Moment of Silence - Bown v. Gwinnett County School District (1997) / Brown v. Gilmore (2001)

Moment of Silence

Two cases in the early 1960s largely eliminated state-sponsored prayer from public schooling. Engel v. Vitale (1962) and Abington v. Schempp (1963) are to this day touted by the far right as responsible for having kicked God out of schools – leading inevitably to sex, drugs, violence, rock’n’roll, corduroy, divorce, the pill, AIDS, the Clintons, terrorism, and a Kenyan sleeper-cell Mooslim illegitimately seizing the White House for eight long, painful years. 

The solution, of course, is to get God back IN our schools by requiring regimented recitation of state-approved chants. He LOVES those! Do this, we are assured, and America’s problems will vanish faster than you can say “civil liberties!” 

Alabama led the way in the 1980s with a series of legislation which eventually led to Wallace v. Jaffree (1985), the only “Moment of Silence” case to reach the Supreme Court to date. The Court determined that the state could mandate a “moment of silence” during the school day, but could not lead or even encourage prayer during that time. 

The goals of Alabama’s legislation were no secret – state legislators ran on promises to get prayer back into schools, or as close as they could get it. That’s largely what stifled further establishment in Alabama – the Court refused to pretend the history and rhetoric associated with legislation didn’t exist while considering its constitutionality. 

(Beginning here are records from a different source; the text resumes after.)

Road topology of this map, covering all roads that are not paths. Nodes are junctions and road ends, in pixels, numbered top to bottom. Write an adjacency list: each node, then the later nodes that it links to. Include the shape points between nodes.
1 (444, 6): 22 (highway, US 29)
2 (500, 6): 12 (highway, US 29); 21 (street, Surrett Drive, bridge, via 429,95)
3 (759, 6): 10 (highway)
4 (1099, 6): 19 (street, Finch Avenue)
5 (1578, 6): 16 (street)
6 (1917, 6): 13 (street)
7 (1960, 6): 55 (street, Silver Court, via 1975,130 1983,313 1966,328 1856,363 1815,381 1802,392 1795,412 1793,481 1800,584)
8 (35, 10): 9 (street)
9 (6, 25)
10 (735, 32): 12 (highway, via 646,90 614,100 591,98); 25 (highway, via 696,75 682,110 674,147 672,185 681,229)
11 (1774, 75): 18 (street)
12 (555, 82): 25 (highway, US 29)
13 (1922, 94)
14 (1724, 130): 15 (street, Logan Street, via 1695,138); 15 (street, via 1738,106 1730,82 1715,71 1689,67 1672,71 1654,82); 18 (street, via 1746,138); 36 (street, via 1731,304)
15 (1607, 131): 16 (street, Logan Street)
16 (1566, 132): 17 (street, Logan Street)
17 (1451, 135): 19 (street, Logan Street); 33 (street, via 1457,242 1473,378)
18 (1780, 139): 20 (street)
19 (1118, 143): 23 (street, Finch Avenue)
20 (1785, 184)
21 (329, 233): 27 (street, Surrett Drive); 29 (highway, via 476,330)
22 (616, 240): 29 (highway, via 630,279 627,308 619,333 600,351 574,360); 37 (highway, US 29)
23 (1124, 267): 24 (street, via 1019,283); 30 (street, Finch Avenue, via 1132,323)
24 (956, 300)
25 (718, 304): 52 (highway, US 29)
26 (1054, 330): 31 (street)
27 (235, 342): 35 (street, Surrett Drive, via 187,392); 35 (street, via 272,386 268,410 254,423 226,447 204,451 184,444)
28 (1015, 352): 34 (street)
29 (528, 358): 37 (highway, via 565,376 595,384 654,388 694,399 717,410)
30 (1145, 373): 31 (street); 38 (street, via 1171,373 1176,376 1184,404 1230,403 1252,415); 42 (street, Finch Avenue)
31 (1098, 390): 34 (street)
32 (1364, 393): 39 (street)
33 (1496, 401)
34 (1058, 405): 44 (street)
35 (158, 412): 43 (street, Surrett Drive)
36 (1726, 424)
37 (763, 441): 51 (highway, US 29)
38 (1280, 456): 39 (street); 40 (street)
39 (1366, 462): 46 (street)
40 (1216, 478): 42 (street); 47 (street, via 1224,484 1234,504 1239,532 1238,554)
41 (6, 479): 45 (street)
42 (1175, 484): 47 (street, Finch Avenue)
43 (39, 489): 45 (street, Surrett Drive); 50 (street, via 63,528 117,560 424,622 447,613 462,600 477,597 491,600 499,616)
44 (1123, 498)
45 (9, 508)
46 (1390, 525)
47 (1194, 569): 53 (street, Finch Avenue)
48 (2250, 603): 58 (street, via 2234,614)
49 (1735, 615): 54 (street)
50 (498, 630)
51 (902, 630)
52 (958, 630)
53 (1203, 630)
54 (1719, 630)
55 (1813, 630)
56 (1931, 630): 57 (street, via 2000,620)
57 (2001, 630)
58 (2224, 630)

Legislative leaders in other states took note and began exercising greater caution as they argued for moments of silence of their own. Suddenly this 60-second period would promote non-violence and academic reflection and gluten-free living and all sorts of things. 

A decade after Wallace, Georgia passed its own version of a “moment of silence.” It was challenged by a classroom teacher and ended up in the Eleventh Circuit Court of Appeals as Bown v. Gwinnett County School District (1997). The Court determined that the Moment of Quiet Reflection in Schools Act did NOT violate the Establishment Clause. 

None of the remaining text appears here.